Directions for this task: Search the material below for the string "Marston". Return every line that holds it.

########################################

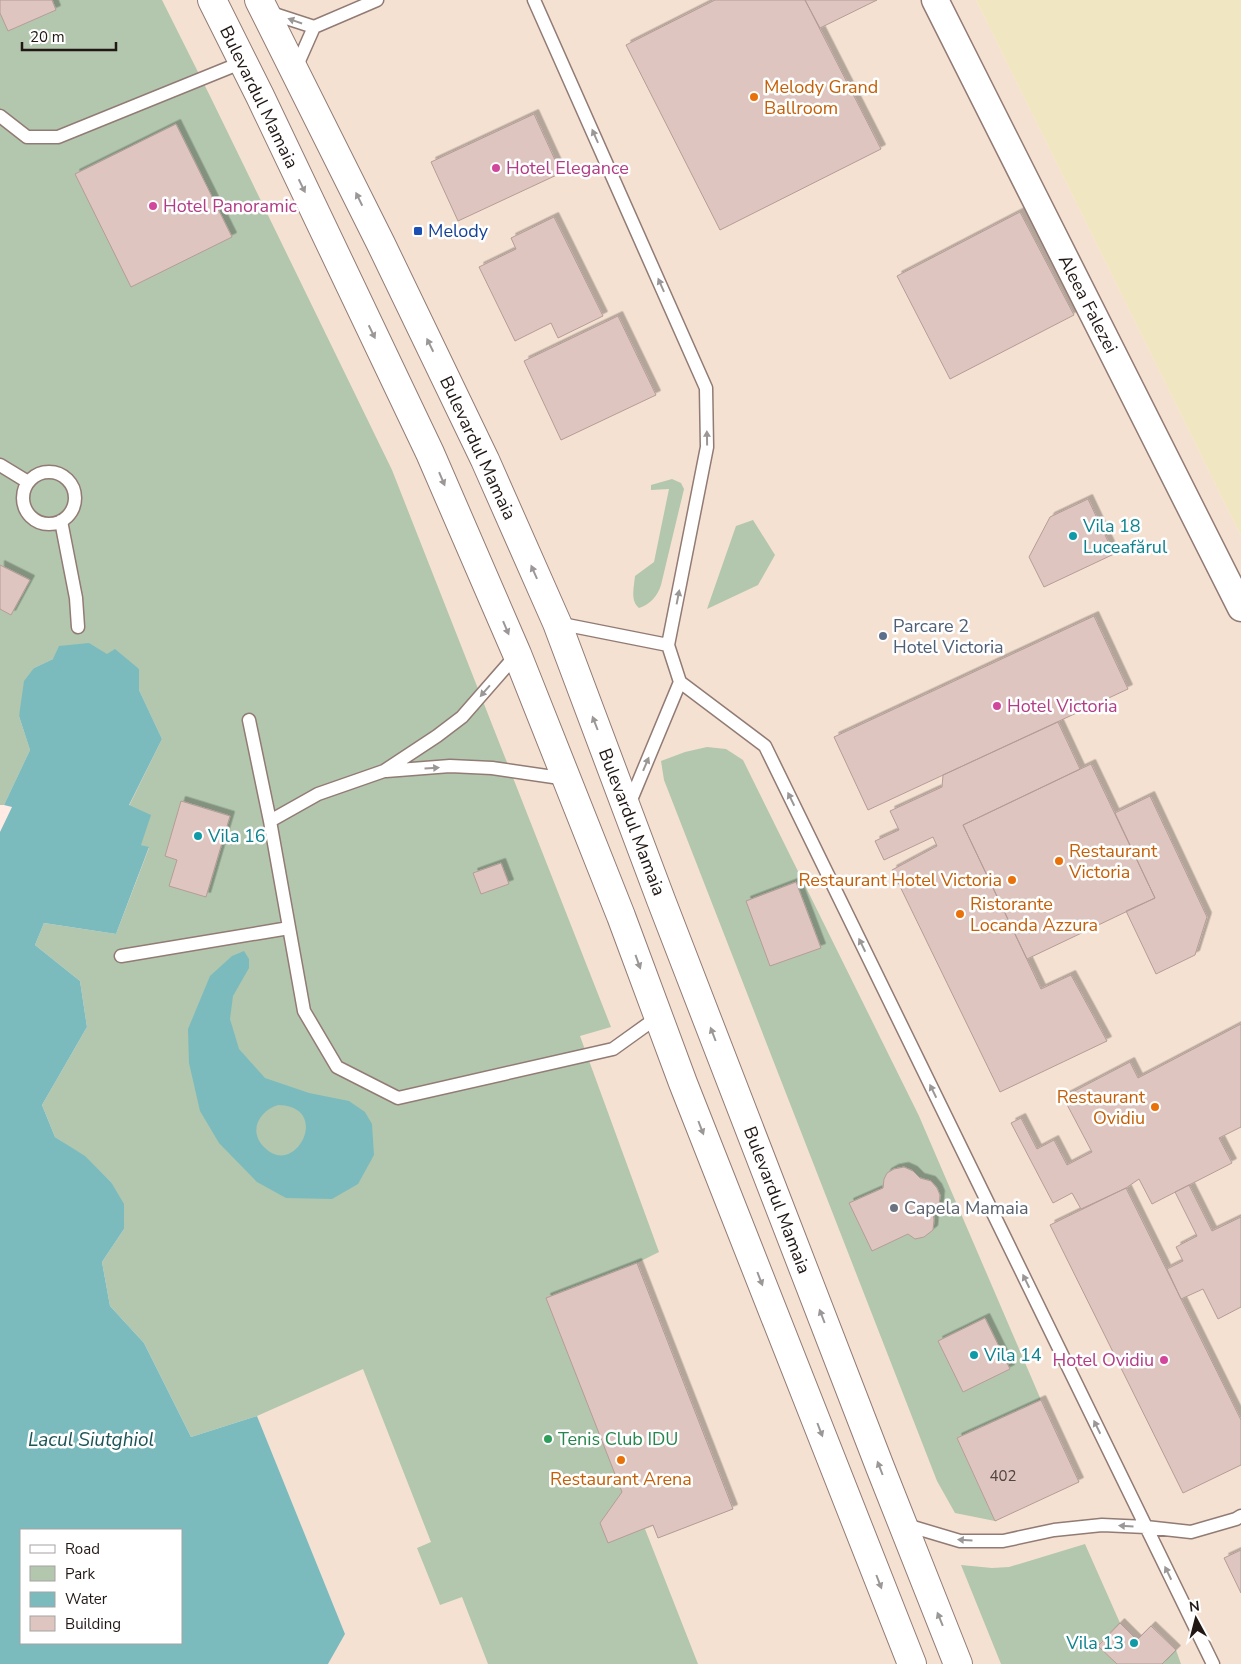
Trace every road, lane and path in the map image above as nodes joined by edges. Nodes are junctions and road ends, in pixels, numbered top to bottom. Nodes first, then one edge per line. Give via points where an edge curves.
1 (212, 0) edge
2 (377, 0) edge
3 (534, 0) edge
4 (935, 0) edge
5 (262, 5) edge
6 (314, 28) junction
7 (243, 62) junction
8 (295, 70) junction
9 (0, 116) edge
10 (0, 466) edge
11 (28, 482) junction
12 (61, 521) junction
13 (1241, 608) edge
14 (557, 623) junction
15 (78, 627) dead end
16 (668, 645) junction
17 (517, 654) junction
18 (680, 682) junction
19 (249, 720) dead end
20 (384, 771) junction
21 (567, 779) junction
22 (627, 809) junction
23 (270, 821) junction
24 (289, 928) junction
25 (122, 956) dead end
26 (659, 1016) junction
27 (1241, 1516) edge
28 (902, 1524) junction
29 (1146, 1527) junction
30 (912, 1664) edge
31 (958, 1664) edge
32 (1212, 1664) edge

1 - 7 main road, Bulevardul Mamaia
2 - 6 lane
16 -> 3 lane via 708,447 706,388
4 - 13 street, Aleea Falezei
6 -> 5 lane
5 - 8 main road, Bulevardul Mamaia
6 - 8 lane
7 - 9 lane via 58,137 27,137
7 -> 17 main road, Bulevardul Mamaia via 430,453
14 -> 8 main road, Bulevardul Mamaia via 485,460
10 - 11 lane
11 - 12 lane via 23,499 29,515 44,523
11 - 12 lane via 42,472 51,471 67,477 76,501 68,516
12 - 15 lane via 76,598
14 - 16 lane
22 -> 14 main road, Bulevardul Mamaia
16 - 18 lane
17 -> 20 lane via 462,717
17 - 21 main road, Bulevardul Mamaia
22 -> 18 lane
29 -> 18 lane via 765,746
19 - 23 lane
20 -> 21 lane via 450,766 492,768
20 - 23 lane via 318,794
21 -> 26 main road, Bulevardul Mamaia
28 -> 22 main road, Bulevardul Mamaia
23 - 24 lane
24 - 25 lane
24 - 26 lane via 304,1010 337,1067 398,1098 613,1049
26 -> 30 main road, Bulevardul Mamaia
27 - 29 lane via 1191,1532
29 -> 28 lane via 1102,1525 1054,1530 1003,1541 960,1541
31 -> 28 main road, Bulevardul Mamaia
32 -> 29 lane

########################################

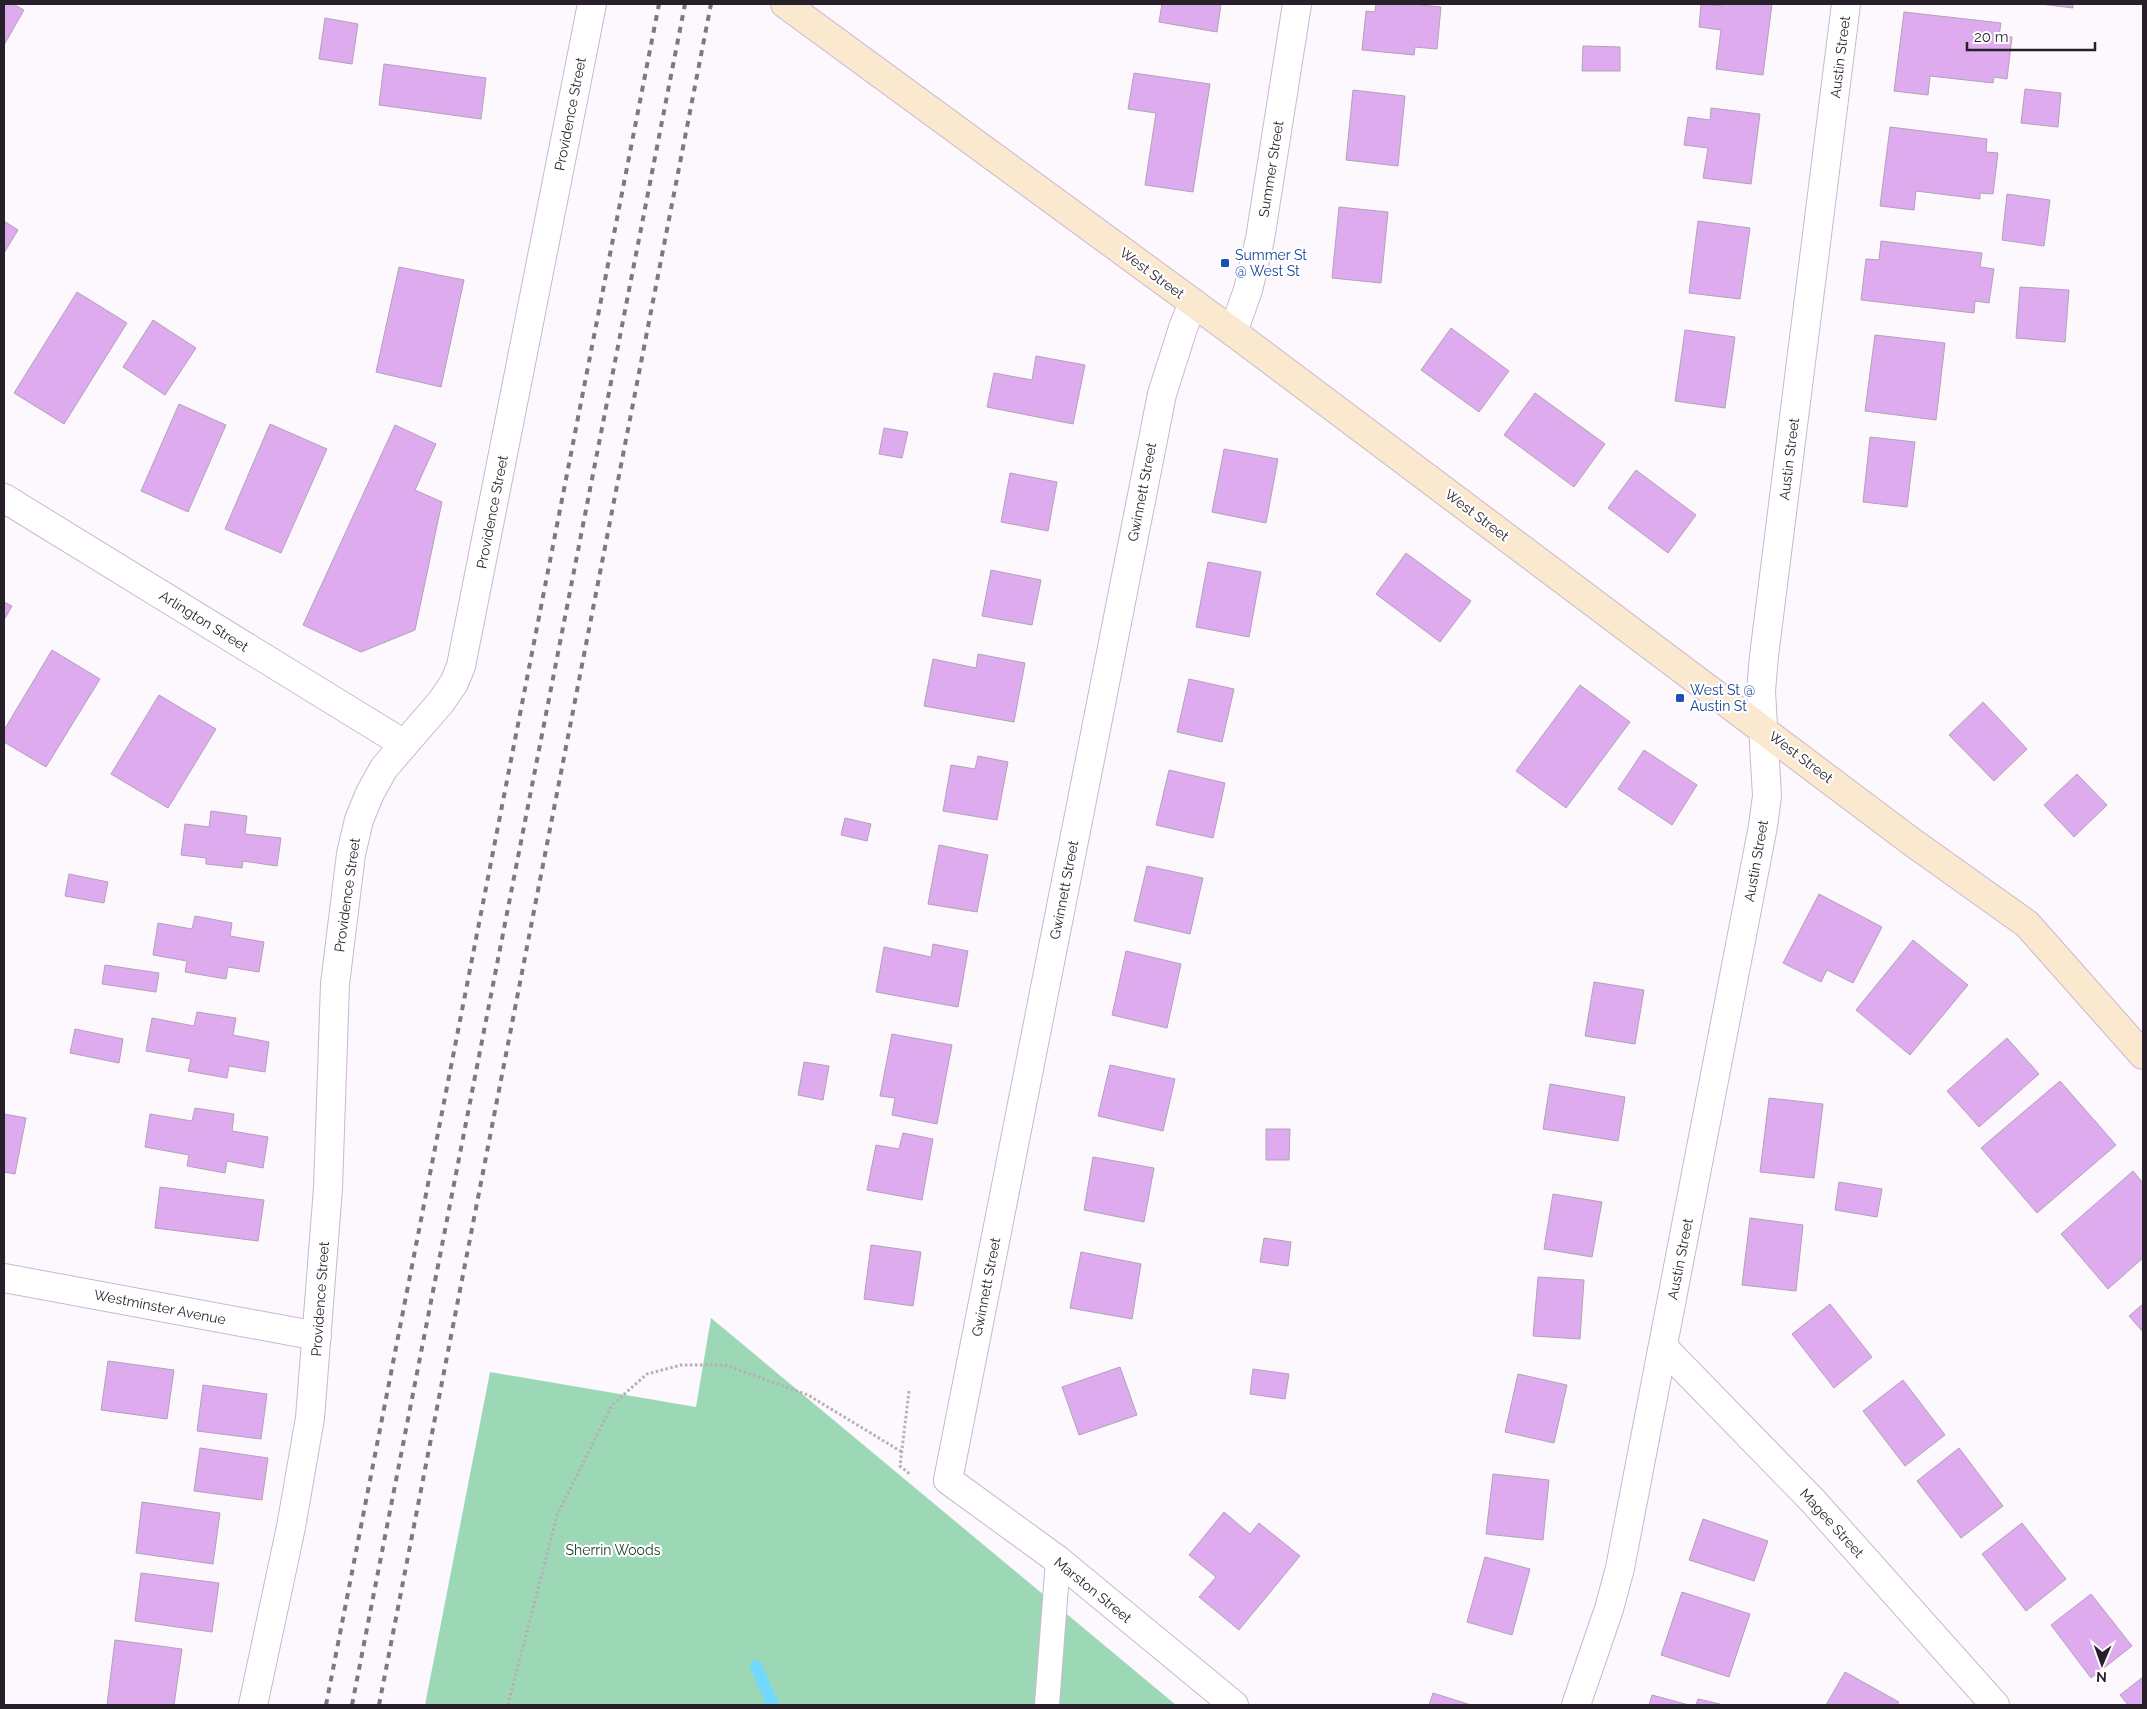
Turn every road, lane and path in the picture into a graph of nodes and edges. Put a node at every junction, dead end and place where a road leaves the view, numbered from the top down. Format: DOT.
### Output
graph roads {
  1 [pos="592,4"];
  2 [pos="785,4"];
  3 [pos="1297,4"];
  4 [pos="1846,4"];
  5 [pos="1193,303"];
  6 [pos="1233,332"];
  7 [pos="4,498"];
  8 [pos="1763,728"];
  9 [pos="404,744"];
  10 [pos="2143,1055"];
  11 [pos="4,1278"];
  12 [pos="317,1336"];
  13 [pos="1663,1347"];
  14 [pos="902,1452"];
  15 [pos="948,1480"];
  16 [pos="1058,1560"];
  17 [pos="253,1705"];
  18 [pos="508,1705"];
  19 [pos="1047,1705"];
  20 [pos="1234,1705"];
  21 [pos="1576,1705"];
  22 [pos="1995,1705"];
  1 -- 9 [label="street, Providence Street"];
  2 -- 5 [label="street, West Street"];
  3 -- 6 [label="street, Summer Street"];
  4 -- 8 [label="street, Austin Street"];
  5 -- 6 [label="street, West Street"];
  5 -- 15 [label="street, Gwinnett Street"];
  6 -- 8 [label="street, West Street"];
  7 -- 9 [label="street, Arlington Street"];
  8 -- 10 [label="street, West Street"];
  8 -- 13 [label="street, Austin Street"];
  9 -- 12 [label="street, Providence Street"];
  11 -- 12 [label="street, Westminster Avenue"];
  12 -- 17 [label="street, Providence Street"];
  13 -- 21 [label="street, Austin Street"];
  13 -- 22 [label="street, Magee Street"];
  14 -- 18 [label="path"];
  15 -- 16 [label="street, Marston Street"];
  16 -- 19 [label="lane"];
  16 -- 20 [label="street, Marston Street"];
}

########################################

Your response:
  15 -- 16 [label="street, Marston Street"];
  16 -- 20 [label="street, Marston Street"];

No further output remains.